Legislator and presiding officer Rob Calarco (D-Patchogue) discussed the county’s plans to lasso an effective vaccine rollout, as well helping small businesses.

Mass county vaccination plan prepared, but needs federal rollout info

Calarco said the county already has a mass vaccination contingency plan in place. “What’s frustrating locally is that we are the people charged with doing this; we planned for it, but we need to understand from federal government, how many doses will be available and when can we expect them,” he said. “That unknown aspect as of now makes it hard to plan how many we can administer to. Then, also another plan to bring them back for a second dose at the right time.”

Vaccination sites

“Part of our disaster planning was setting up vaccination sites,” Calarco said. “We will be able to do that apart from Northwell Health and New York State. We are prepared to roll out the vaccine as soon as we can get more supplies."

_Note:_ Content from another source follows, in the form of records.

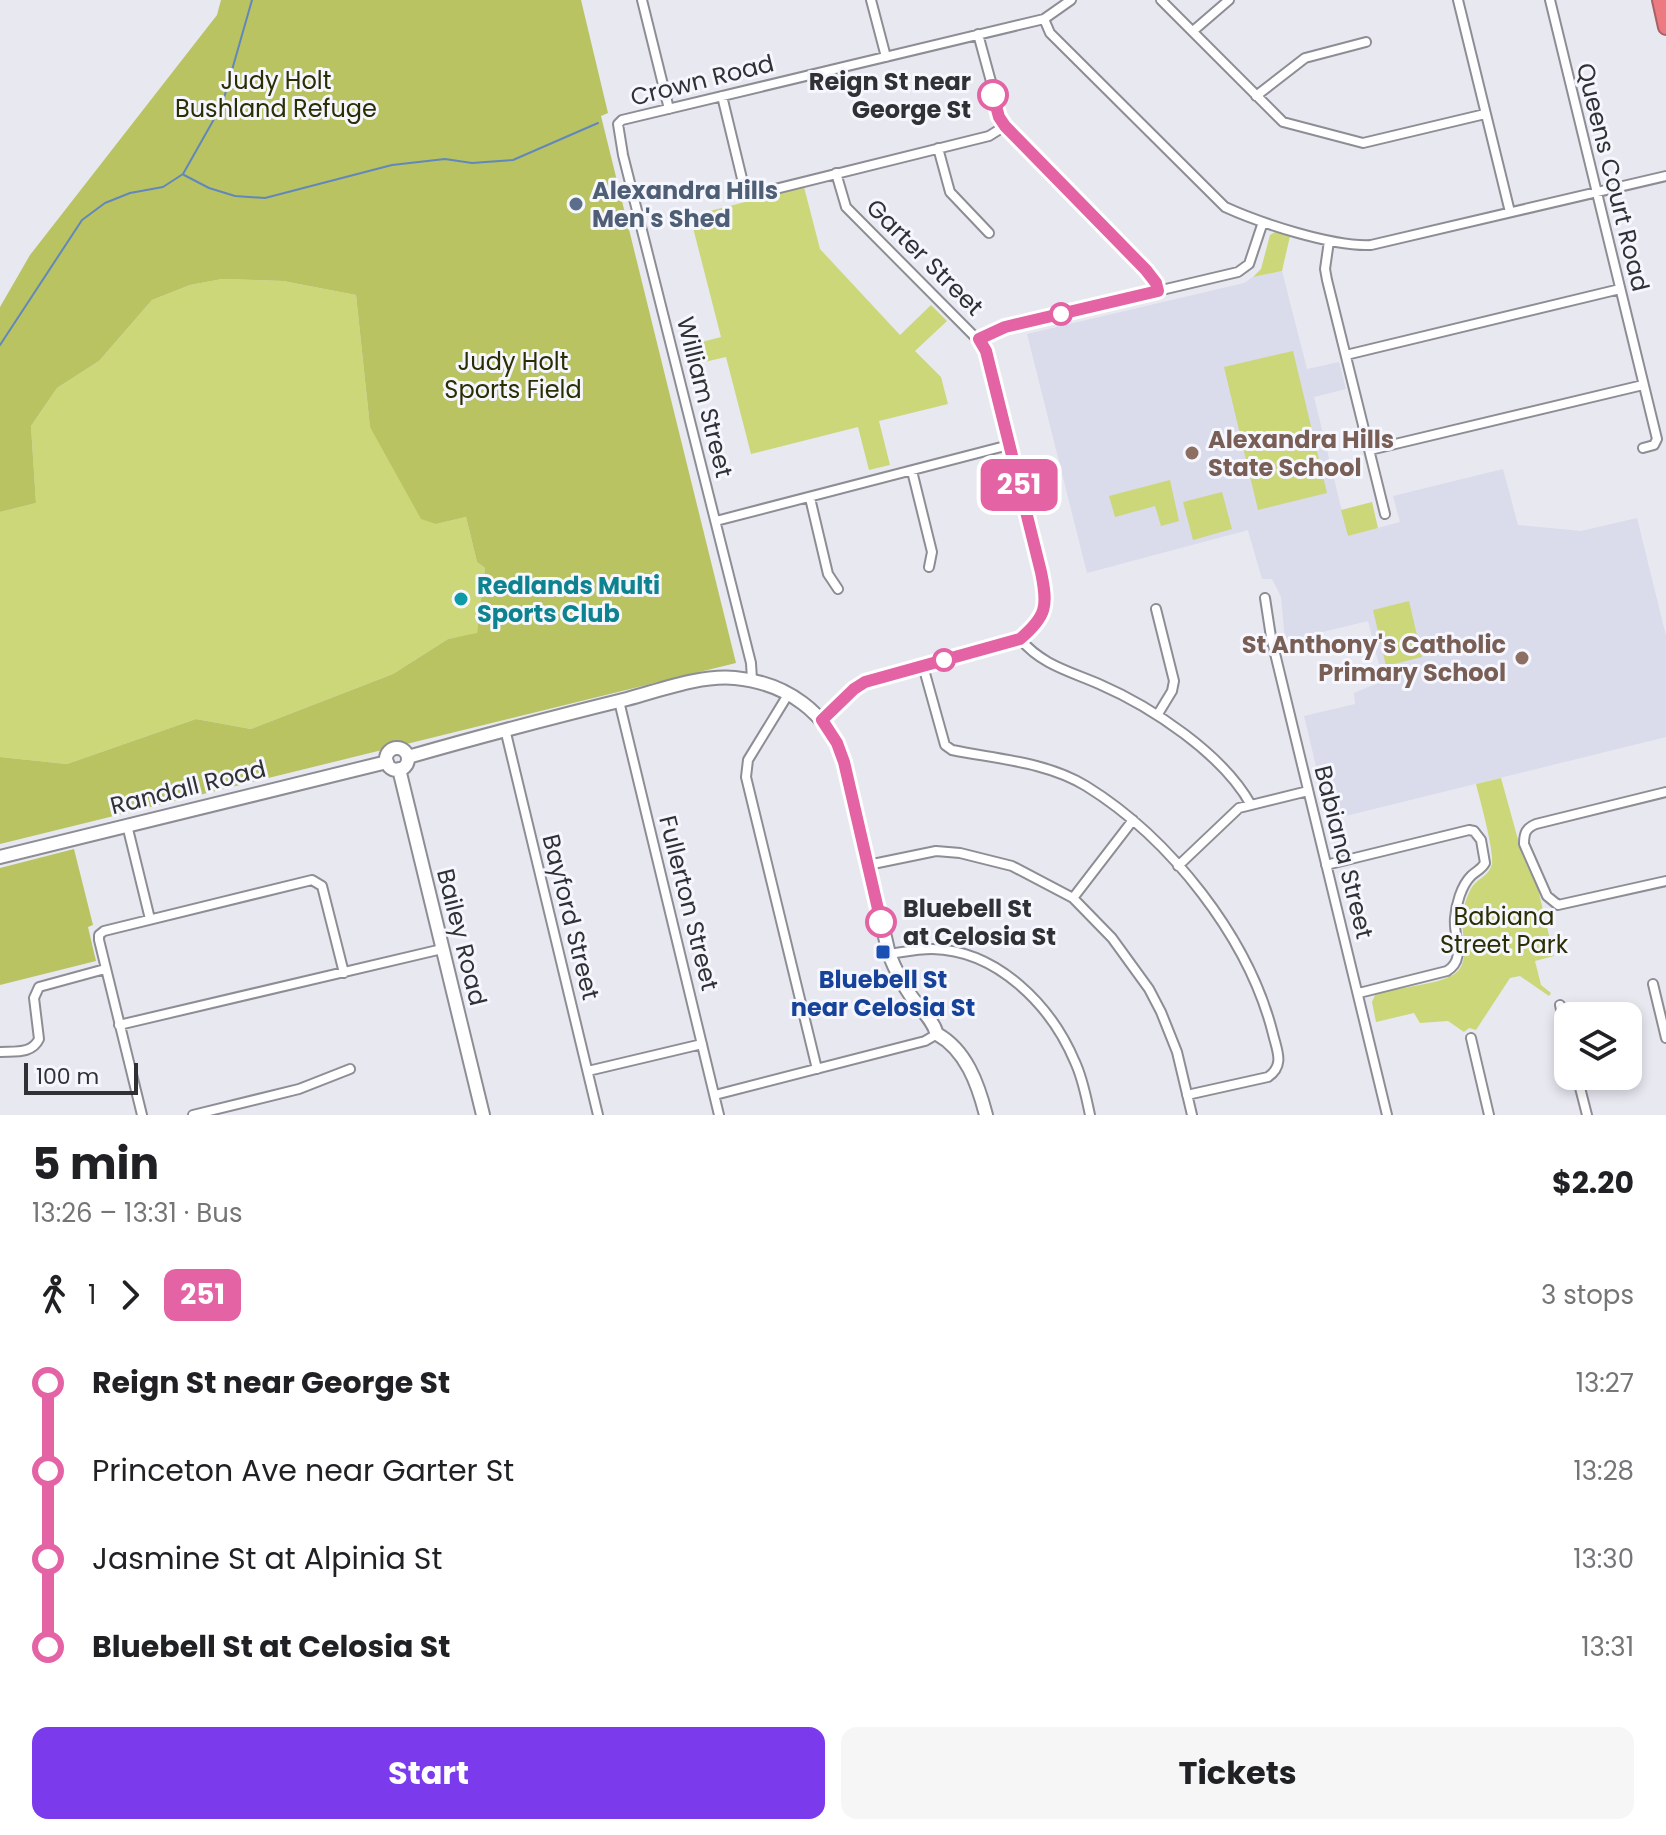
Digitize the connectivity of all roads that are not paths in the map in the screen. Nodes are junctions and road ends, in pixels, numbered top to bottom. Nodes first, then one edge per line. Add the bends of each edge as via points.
1 (642, 0) edge
2 (871, 0) edge
3 (1071, 0) edge
4 (1161, 0) edge
5 (1229, 0) edge
6 (1458, 0) edge
7 (1550, 0) edge
8 (1660, 0) edge
9 (1044, 19) junction
10 (1666, 27) edge
11 (1193, 31) junction
12 (978, 34) junction
13 (1366, 42) dead end
14 (886, 57) junction
15 (722, 96) junction
16 (1256, 96) junction
17 (669, 109) junction
18 (1485, 114) junction
19 (618, 124) joint
20 (1005, 126) junction
21 (938, 148) junction
22 (836, 173) junction
23 (1665, 176) edge
24 (1597, 191) junction
25 (1510, 212) junction
26 (1263, 222) junction
27 (989, 233) dead end
28 (1329, 241) junction
29 (1620, 289) junction
30 (1158, 291) junction
31 (979, 339) junction
32 (1346, 355) junction
33 (1643, 385) junction
34 (1009, 445) junction
35 (1643, 448) dead end
36 (1370, 450) junction
37 (912, 471) junction
38 (810, 498) junction
39 (1385, 514) dead end
40 (716, 521) junction
41 (929, 567) dead end
42 (838, 589) dead end
43 (1265, 598) dead end
44 (1156, 609) dead end
45 (1020, 639) junction
46 (923, 666) junction
47 (752, 680) junction
48 (789, 693) junction
49 (619, 701) junction
50 (1158, 714) junction
51 (822, 720) junction
52 (505, 729) junction
53 (408, 757) junction
54 (387, 762) junction
55 (399, 769) junction
56 (1308, 791) junction
57 (1666, 792) edge
58 (1251, 805) junction
59 (1133, 820) junction
60 (127, 825) junction
61 (0, 857) edge
62 (868, 865) junction
63 (1326, 865) junction
64 (1178, 866) junction
65 (1666, 881) edge
66 (1073, 898) junction
67 (150, 919) junction
68 (442, 949) junction
69 (889, 954) junction
70 (105, 969) junction
71 (344, 973) junction
72 (1653, 984) dead end
73 (1359, 993) junction
74 (119, 1025) junction
75 (937, 1034) junction
76 (1471, 1038) dead end
77 (1666, 1038) edge
78 (702, 1044) junction
79 (0, 1052) edge
80 (350, 1069) dead end
81 (817, 1069) junction
82 (588, 1071) junction
83 (1581, 1090) edge
84 (715, 1095) junction
85 (1187, 1095) junction
86 (142, 1115) edge
87 (193, 1115) edge
88 (483, 1115) edge
89 (598, 1115) edge
90 (719, 1115) edge
91 (986, 1115) edge
92 (1090, 1115) edge
93 (1192, 1115) edge
94 (1387, 1115) edge
95 (1489, 1115) edge
96 (1587, 1115) edge

1 - 17 street
2 - 14 street
3 - 9 street, Crown Road
4 - 11 street
5 - 11 street
6 - 18 street
7 - 24 street, Queens Court Road
8 - 10 highway
9 - 12 street, Crown Road
9 - 26 street via 1050,33 1211,195 1225,207
11 - 16 street
12 - 14 street, Crown Road
12 - 20 street via 997,113
13 - 16 street via 1305,58
14 - 15 street, Crown Road
15 - 17 street, Crown Road
15 - 22 street via 745,191 751,195
16 - 18 street via 1283,122 1363,143
17 - 19 street, Crown Road
18 - 25 street
19 - 40 street, William Street
20 - 21 street via 993,135
20 - 30 street via 1146,270
21 - 22 street
21 - 27 street via 950,192
22 - 31 street, Garter Street via 846,207
23 - 24 street
24 - 25 street
24 - 29 street, Queens Court Road
25 - 28 street via 1371,245
26 - 28 street
26 - 30 street via 1245,269
28 - 32 street via 1325,269
29 - 32 street
29 - 33 street, Queens Court Road
30 - 31 street via 1005,327
31 - 34 street, Garter Street
32 - 36 street
33 - 35 street, Queens Court Road via 1657,439
33 - 36 street
34 - 37 street
34 - 45 street, Garter Street via 1046,600 1041,618
36 - 39 street
37 - 38 street
37 - 41 street via 932,552
38 - 40 street
38 - 42 street via 828,574
40 - 47 street, William Street
43 - 56 street, Babiana Street
44 - 50 street via 1174,681
45 - 46 street
45 - 50 street via 1046,663
46 - 51 street via 859,685
46 - 59 street via 942,738 952,750 1068,776
47 - 48 street, Randall Road
47 - 49 street, Randall Road via 711,679
48 - 51 street, Randall Road
48 - 81 street via 748,760 746,777
49 - 52 street, Randall Road
49 - 78 street, Fullerton Street
50 - 58 street via 1218,764
51 - 62 street via 844,762
52 - 53 street, Randall Road
52 - 82 street, Bayford Street
53 - 54 street, Randall Road via 404,750 394,749
53 - 55 street
54 - 55 street
54 - 60 street, Randall Road
55 - 68 street, Bailey Road
56 - 58 street
56 - 63 street, Babiana Street
57 - 65 street via 1536,824 1524,837 1547,896 1558,905
58 - 64 street via 1232,813
59 - 64 street
59 - 66 street
60 - 61 street, Randall Road
60 - 67 street
62 - 66 street via 936,851 960,853 1012,866
62 - 69 street
63 - 73 street, Babiana Street
63 - 73 street via 1469,830 1478,835 1483,848 1485,863 1467,881 1456,907 1456,964 1447,971
64 - 85 street via 1242,955 1269,1017 1280,1062 1268,1077
66 - 85 street via 1112,938 1149,989 1170,1028
67 - 70 street via 99,935
67 - 71 street via 312,880 322,886
68 - 71 street
68 - 88 street, Bailey Road
69 - 75 street
69 - 92 street via 951,951 982,961 1015,981 1070,1050
70 - 74 street
70 - 79 street via 39,987 34,998 37,1044
71 - 74 street
72 - 77 street
73 - 94 street, Babiana Street
74 - 86 street
75 - 81 street
75 - 91 street via 968,1066
76 - 95 street
78 - 82 street
78 - 84 street, Fullerton Street
80 - 87 street via 299,1089
81 - 84 street
82 - 89 street, Bayford Street
83 - 96 street
84 - 90 street, Fullerton Street
85 - 93 street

Most of the doses that have come into the county were administered to the hospitals for their employees or via Jones Beach, he said. 

“We have at least three large facilities targeted at this point, two that are ready at the flip of the switch. There’s Suffolk County Community College in Brentwood, where we are scheduling appointments based on the supply we have,” Calarco said. “There’s also a facility in Yaphank for our county personnel and first responders. There’s a separate allocation that has come to us for them; it’s by appointment and based on supply."

There’s a link and questionnaire to speed the scheduling process, he said.

The third is the Suffolk County Community College campus in Riverhead, off County Road 51, which went live last week, Calarco said. "Again, it’s all based on accountability.”

Go to Suffolkcountyny.gov/vaccine to find out if you are eligible.

Calarco said other sites would be available once supplies start flooding in.

“But we have to get equipment in place and determine how many personnel are needed,” he said, which will be determined by the federal government’s information on the amount of vaccines coming and when.

Who will do it?

“Some are our own health department employees, some from hospital networks and health centers,” said Calarco. “There’s a need for someone who’s certified to give shots. You also need to have a pharmacist on location, so we have plans to put that into motion.”

Calarco said there are already prearranged understandings with contacts the county has to conduct for these services.

Developing initiatives that help small businesses

Calarco wants to develop a strategy to help small business owners including small retailers. “We need to figure out how to help them,” Calarco said of county aid.

“There have been some small grants from the county through our Industrial Development Agency to help cover expenses; that agency is also helping them maneuver the federal systems."

"Then, once we return to some normalcy, how do we help businesses in downtowns? One example with restaurant industry, we made it extremely easy to shift to outside dining in the summer. We issued permits from the health department quickly so they would be up and running. So it will be through the chambers to get information out.”